In this series, C& and ArtsEverywhere commission texts inspired by the books in C&’s Center of Unfinished Business last installed at the Akademie der Künste in Berlin in 2018. Political activist and culture and media theorist Nelly Y. Pinkrah is inspired by Langston Hughes’ The Ways of White Folks and James Baldwin and Margaret Mead’s A Rap on Race. Is it possible to talk about an ordinary German experience as a structurally racialized one in the sense Baldwin and Mead did? Pinkrah thinks so. Here she connects the dots between racisms of the past and present to show how things become invisible when they become structural.
While I’m reading the conversations between anthropologist Margaret Mead and political writer and poet James Baldwin, I am drawn to the latter’s rigor and baldness. The transcripts of their seven and a half hours of conversations from 1970 were published in 1971 as A Rap on Race, and race is, among other concepts such as identity, history, responsibility, and guilt, indeed what they are talking about. In one edition’s blurb it is said that Baldwin brought creativity and fire, whereas Mead was the voice of reason and scholarship. Already, this seems to be a racially charged characterization. Nonetheless, Mead’s experience and will to humanism challenges and is challenged by Baldwin’s pessimistic optimism, his analytical, careful, and abiding mind.
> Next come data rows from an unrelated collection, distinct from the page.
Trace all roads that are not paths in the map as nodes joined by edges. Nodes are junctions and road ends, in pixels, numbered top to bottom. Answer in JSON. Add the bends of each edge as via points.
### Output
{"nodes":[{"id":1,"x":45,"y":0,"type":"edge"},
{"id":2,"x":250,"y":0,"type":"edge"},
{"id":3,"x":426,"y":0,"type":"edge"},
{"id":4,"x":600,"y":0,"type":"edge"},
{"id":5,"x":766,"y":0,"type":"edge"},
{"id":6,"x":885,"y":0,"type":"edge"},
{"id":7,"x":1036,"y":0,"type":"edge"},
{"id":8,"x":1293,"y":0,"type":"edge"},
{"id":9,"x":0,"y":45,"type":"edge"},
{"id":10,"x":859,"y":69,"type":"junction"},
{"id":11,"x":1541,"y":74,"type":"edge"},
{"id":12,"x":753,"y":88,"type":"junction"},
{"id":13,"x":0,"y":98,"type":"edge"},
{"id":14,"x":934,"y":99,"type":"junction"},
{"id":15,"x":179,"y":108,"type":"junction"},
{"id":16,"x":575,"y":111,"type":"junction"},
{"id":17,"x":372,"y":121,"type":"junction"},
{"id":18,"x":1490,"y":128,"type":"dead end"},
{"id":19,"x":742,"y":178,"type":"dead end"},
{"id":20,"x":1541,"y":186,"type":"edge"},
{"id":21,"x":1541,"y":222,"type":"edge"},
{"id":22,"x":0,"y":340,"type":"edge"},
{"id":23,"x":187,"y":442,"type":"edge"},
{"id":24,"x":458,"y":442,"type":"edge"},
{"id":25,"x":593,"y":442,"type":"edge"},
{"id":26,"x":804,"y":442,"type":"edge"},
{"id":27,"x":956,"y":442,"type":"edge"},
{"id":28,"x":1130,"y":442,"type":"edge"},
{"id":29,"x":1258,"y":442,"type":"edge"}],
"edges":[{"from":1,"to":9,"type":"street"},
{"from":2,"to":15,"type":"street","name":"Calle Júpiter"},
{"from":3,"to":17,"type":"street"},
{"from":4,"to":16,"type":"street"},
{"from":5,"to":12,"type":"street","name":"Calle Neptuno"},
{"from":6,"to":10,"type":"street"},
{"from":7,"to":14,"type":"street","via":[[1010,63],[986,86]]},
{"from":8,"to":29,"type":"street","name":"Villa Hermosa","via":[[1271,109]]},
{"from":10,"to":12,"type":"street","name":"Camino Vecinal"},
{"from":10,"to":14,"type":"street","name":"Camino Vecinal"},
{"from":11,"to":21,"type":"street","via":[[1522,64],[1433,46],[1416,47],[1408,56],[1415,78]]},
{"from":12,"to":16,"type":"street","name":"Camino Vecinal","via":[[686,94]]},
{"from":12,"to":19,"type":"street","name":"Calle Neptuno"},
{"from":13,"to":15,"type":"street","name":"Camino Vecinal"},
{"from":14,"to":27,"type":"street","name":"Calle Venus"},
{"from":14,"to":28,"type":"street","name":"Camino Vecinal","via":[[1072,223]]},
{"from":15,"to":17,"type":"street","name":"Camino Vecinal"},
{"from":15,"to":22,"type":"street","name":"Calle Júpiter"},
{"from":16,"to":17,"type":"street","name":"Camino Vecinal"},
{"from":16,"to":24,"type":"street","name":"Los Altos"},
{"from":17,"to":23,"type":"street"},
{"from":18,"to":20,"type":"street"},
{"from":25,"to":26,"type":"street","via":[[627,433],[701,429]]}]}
At one point the two discuss “the ordinary American experience” – an account that leaves me wondering what exactly that was, and how it would be today. And since I am more suited to talking about my own experience, I ask: is it possible to talk about an ordinary German experience in the same sense? I think it is. Mead, in this section, describes an abusive and criminal scenario in which relations, more often than not, were imagined in the same way: white person as the victim and Black person as the perpetrator. Because the ordinary American experience is coded in a very specific way, with white not merely symbolizing innocence (as with the white sacrificial lamb of Christ), but also purity and power, whereas Black is the bleak opposite (see Richard Dyer’s 1997 book White: Essays on Race and Culture). This is the ordinary American experience repeatedly described in A Rap on Race through different motifs, models, and means.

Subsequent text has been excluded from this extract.